Purpose
To characterize a large single-center series of retinal injuries in children secondary to handheld laser devices, with emphasis on potential prognostic factors.
Design
Retrospective case series.
Methods
Sixteen children (24 eyes) with retinal injuries secondary to handheld lasers were identified from our electronic patient record system. Case notes, digital fundus photography, and spectral-domain optical coherence tomography images were reviewed.
Results
The mean age of affected children was 12.7 years (range 9–16 years), with 12 male and 4 female subjects. Mean follow up was 5.4 months (range 1–23 months). Five children (31%) were referred as suspected retinal dystrophies. The mean logMAR visual acuity at presentation was 0.30 (20/40) (range −0.20 [20/12.5] to 1.6 [20/800]). Eleven children (69%; 15 eyes) had “mild” injuries with focal retinal disruption confined to the photoreceptor and ellipsoid layers; such injuries were associated with a better prognosis, the mean visual acuity at presentation being 0.10 (20/25). “Moderate” injuries were seen in 3 eyes of 2 children, with retinal disruption confined to the outer retinal layer but diffuse rather than focal in nature. Three patients (4 eyes) had “severe” injuries, with subfoveal outer retinal architecture loss and overlying hyperreflective material in inner retinal layers.
Conclusion
Retinal injuries secondary to handheld laser devices may be difficult to diagnose and are likely underreported. It is important that such data are in the public domain, so regulatory authorities recognize the importance of laser retinopathy as an avoidable cause of childhood visual impairment and take steps to minimize the incidence and impact of laser injuries.
There are increasing reports of retinal injuries secondary to handheld lasers, with cases found across the world.

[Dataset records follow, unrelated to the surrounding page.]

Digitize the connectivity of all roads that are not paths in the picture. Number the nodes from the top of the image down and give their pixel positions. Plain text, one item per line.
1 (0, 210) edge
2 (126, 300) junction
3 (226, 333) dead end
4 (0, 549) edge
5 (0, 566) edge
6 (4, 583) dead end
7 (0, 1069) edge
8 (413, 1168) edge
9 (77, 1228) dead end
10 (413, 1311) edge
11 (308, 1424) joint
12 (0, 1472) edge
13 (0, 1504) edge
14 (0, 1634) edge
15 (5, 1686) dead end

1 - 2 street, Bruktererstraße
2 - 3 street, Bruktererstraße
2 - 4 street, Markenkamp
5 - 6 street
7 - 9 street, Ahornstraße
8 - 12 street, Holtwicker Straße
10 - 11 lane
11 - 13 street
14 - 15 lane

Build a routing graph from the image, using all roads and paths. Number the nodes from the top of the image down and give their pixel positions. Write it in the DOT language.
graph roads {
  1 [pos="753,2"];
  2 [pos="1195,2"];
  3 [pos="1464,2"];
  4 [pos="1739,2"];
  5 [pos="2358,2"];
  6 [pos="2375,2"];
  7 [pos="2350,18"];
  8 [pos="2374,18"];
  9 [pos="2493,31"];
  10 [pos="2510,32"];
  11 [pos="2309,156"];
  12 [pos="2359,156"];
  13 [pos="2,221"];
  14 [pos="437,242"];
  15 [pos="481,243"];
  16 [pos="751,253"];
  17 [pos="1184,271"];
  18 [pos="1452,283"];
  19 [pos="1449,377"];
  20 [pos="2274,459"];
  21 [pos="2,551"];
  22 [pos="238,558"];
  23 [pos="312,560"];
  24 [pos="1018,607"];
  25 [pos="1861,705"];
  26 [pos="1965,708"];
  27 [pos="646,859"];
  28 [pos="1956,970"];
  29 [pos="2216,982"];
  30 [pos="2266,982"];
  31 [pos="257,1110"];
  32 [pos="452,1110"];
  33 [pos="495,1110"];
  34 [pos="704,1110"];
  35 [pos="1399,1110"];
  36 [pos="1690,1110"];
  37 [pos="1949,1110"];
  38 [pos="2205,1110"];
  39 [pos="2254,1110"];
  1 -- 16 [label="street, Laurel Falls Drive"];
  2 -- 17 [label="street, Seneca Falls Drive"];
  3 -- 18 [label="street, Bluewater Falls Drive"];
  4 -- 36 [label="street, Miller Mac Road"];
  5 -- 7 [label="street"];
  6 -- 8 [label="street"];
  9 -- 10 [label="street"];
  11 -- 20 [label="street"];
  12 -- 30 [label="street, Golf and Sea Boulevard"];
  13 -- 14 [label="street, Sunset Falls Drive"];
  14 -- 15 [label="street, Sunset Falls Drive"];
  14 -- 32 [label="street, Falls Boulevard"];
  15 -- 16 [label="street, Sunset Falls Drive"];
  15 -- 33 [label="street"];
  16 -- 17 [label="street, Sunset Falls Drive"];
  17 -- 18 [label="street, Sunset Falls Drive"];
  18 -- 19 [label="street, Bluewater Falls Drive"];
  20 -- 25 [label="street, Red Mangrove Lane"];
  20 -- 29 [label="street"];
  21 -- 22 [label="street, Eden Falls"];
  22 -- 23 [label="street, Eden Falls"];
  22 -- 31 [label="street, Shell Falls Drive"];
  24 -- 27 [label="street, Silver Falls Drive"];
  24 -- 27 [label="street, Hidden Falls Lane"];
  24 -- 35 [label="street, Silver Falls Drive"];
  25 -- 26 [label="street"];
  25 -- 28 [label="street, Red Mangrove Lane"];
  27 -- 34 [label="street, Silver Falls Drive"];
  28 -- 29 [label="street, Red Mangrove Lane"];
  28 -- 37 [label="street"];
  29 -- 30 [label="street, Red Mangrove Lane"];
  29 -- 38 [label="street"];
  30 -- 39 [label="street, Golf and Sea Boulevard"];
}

These handheld lasers often resemble laser pointers, although they are commonly marketed as toys. Although certain safeguards exist to protect consumers (ie, Food and Drug Administration [FDA] safety notification in the United States and BS EN 60825-1:2014 in the United Kingdom), these are difficult to police, as devices are often purchased outside the country of use, and often from an online retailer. Moreover, labeling of laser devices may be misleading.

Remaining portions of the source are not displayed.